Week 11 is highlighted by a key Legends Division clash, with Nebraska playing at Michigan. Let’s call this the “Sense of Urgency Bowl.” Sounds about right. The loser will have a difficult time getting back into the division hunt.
There also is a rare November non-conference tilt, with BYU playing at Wisconsin. Beware, Badgers. This looks like a tough game. And we also may see Iowa become bowl eligible with a win at Purdue. Illinois returns to Indiana, where it won its last Big Ten game in 2011. Since then, the Illini have dropped 18 league games in succession. Will the misery end? Here’s the best of Week 11. By the way: Michigan State, Northwestern and Ohio State are off.
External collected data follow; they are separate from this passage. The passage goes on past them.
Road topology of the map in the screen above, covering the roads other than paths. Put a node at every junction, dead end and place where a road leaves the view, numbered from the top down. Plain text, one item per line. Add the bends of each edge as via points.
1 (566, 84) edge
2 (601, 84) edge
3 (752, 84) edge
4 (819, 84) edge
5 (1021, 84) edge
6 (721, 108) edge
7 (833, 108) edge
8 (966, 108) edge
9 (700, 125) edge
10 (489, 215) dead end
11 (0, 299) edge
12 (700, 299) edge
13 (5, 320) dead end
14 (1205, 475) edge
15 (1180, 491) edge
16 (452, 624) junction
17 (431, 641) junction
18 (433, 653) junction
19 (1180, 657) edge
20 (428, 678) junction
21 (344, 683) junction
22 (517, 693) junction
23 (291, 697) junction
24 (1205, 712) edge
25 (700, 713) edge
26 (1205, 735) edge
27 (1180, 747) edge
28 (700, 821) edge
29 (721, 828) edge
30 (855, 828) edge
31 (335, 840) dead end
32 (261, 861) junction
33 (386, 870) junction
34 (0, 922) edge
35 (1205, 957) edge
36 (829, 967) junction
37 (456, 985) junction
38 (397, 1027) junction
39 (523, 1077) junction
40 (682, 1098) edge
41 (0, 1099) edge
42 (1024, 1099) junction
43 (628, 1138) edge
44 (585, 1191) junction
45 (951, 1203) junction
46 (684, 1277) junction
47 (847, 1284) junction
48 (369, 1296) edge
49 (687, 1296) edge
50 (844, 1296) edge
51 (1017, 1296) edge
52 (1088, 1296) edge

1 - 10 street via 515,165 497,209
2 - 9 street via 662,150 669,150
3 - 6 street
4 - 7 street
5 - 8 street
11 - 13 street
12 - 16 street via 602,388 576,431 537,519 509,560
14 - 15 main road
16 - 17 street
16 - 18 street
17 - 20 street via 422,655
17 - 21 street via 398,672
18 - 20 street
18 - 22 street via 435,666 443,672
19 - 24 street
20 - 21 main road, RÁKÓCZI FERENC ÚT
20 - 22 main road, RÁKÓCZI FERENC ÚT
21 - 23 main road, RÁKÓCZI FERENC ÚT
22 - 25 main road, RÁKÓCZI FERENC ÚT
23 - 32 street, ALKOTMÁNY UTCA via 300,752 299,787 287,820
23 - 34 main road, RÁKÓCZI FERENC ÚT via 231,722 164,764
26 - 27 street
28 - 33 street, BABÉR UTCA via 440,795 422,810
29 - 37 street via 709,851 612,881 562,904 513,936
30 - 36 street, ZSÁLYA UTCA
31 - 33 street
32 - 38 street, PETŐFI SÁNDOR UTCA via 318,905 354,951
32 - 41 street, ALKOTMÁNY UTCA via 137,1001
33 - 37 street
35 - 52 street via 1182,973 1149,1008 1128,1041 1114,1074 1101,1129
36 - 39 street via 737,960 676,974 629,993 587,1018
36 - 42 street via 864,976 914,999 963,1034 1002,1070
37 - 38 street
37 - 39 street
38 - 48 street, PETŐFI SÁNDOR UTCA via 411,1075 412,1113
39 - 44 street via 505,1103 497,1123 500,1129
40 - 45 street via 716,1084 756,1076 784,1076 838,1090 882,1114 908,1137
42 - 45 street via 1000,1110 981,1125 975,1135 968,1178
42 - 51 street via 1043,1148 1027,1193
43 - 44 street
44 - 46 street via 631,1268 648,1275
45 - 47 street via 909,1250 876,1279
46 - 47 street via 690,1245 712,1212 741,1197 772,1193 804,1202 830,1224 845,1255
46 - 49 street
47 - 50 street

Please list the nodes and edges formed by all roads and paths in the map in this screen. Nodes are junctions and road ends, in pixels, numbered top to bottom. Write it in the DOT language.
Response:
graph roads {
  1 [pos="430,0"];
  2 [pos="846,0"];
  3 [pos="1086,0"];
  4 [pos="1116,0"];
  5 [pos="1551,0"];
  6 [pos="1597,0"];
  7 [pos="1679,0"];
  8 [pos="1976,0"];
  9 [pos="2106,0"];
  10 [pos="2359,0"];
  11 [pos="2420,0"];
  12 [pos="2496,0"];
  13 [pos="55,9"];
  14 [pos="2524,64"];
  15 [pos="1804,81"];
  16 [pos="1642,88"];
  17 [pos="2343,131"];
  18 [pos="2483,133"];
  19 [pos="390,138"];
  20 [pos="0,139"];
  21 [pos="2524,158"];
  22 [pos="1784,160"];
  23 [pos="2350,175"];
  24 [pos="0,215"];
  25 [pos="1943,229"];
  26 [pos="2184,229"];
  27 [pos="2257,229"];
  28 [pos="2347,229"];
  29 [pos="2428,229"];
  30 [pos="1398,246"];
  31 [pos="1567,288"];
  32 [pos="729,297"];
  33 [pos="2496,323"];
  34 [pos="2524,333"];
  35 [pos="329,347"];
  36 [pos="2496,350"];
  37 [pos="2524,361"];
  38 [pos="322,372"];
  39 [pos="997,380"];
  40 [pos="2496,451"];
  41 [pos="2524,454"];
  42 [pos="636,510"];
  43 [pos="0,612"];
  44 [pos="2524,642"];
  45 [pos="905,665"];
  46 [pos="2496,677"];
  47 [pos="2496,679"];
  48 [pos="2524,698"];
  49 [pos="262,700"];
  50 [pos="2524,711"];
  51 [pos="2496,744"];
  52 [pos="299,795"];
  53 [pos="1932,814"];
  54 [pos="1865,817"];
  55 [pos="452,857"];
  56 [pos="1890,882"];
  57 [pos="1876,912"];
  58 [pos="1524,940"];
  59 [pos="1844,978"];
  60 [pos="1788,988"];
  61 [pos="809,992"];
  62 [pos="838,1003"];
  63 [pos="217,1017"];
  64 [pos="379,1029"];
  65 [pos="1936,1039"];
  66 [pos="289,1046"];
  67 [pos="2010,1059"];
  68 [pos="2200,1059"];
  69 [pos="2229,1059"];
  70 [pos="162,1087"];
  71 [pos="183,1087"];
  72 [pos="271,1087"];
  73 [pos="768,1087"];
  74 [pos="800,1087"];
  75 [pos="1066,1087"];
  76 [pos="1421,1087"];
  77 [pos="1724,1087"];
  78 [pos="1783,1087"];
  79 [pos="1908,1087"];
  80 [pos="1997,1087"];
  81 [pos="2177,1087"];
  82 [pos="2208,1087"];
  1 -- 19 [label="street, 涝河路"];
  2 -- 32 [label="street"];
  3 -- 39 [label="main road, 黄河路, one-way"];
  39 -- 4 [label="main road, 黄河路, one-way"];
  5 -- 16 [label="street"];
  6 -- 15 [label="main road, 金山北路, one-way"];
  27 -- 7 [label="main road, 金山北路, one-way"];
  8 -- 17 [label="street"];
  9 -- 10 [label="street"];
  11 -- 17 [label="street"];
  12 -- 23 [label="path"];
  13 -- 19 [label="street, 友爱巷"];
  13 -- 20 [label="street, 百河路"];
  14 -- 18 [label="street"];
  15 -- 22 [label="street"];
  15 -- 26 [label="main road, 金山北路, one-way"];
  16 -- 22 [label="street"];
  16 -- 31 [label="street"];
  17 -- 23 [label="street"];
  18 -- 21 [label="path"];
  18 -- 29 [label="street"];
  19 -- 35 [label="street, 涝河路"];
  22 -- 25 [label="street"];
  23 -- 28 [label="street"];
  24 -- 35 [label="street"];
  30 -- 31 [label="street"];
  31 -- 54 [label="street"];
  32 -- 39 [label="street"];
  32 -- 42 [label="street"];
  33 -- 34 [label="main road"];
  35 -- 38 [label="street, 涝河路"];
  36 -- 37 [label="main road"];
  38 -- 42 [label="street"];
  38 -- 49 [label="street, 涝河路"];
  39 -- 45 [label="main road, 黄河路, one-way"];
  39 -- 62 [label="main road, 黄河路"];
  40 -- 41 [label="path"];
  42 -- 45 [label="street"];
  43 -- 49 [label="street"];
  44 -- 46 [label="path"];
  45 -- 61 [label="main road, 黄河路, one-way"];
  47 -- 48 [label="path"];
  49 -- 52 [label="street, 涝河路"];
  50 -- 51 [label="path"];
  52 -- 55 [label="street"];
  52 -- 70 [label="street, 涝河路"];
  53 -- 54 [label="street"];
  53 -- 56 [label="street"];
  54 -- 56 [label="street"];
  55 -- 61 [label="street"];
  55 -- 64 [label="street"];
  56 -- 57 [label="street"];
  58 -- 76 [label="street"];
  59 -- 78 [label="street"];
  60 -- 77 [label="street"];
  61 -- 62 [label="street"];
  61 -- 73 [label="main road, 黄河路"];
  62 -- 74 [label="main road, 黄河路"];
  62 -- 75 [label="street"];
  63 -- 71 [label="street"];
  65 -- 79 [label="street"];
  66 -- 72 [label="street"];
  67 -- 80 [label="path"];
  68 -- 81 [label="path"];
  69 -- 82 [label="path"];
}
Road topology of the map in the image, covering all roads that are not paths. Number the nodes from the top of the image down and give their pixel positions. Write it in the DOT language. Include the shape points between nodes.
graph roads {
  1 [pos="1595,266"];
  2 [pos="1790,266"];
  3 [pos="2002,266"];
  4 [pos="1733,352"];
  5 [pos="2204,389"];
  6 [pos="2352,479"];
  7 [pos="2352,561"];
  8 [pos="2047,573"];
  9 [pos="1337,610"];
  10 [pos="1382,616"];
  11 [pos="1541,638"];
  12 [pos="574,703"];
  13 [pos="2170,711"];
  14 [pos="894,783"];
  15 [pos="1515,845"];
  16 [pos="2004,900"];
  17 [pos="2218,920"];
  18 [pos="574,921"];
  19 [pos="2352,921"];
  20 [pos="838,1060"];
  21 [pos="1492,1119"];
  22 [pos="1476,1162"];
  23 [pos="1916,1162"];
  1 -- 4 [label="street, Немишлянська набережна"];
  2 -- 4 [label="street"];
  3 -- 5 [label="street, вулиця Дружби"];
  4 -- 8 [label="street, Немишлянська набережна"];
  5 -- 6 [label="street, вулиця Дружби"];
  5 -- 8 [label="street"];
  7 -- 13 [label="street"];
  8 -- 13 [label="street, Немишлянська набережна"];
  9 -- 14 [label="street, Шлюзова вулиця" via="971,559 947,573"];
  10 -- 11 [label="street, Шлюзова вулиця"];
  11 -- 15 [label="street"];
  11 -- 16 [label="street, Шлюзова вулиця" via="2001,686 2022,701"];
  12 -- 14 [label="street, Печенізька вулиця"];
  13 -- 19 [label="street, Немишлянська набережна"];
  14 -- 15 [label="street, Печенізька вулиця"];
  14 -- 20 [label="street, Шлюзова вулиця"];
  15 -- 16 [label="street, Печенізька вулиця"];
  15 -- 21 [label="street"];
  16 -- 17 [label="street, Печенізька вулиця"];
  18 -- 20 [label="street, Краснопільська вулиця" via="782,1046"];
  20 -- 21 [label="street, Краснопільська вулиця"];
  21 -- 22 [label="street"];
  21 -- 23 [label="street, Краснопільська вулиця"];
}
BEST GAME: Nebraska at Michigan. These teams aren’t scheduled to meet again until 2018, so enjoy this clash of iconic college football programs. The teams have split their two games since the Cornhuskers joined the Big Ten with each team winning on their home field. Michigan beat Nebraska, 45-17, the last time they met in Ann Arbor back in 2011. Each team is chasing Michigan State, with the loser facing a huge mountain in the Legends Division race. This clash has lost some luster with Nebraska quarterback Taylor Martinez out with injury.
UPSET ALERT: Wisconsin needs to be careful vs. BYU this Saturday in Camp Randall Stadium. Bronco Mendenhall has a good team. BYU is 6-2 and was off last week, giving the Cougars extra prep time. And BYU is hot, having won five games in a row, knocking off Boise State, 37-20, the last time out. BYU’s resume also includes wins over Texas and Georgia Tech. The Cougars have a balanced attack, averaging 252 yards rushing and 258 yards passing. If BYU can keep the Badger front off balance, the Cougar attack could thrive. Ask Texas, which allowed 679 yards and 550 yards rushing in a 30-21 defeat that cost Longhorns defensive coordinator Manny Diaz his job. BYU QB Taysom Hill must be contained in a quick-paced attack that averages nearly 90 plays per game and hit a high of 115 in a 47-46 victory at Houston on Oct. 19. Wisconsin lost at home, 28-3, to BYU in 1980 in the only meeting between the teams. Wisconsin must win to keep alive its BCS at-large bowl hopes.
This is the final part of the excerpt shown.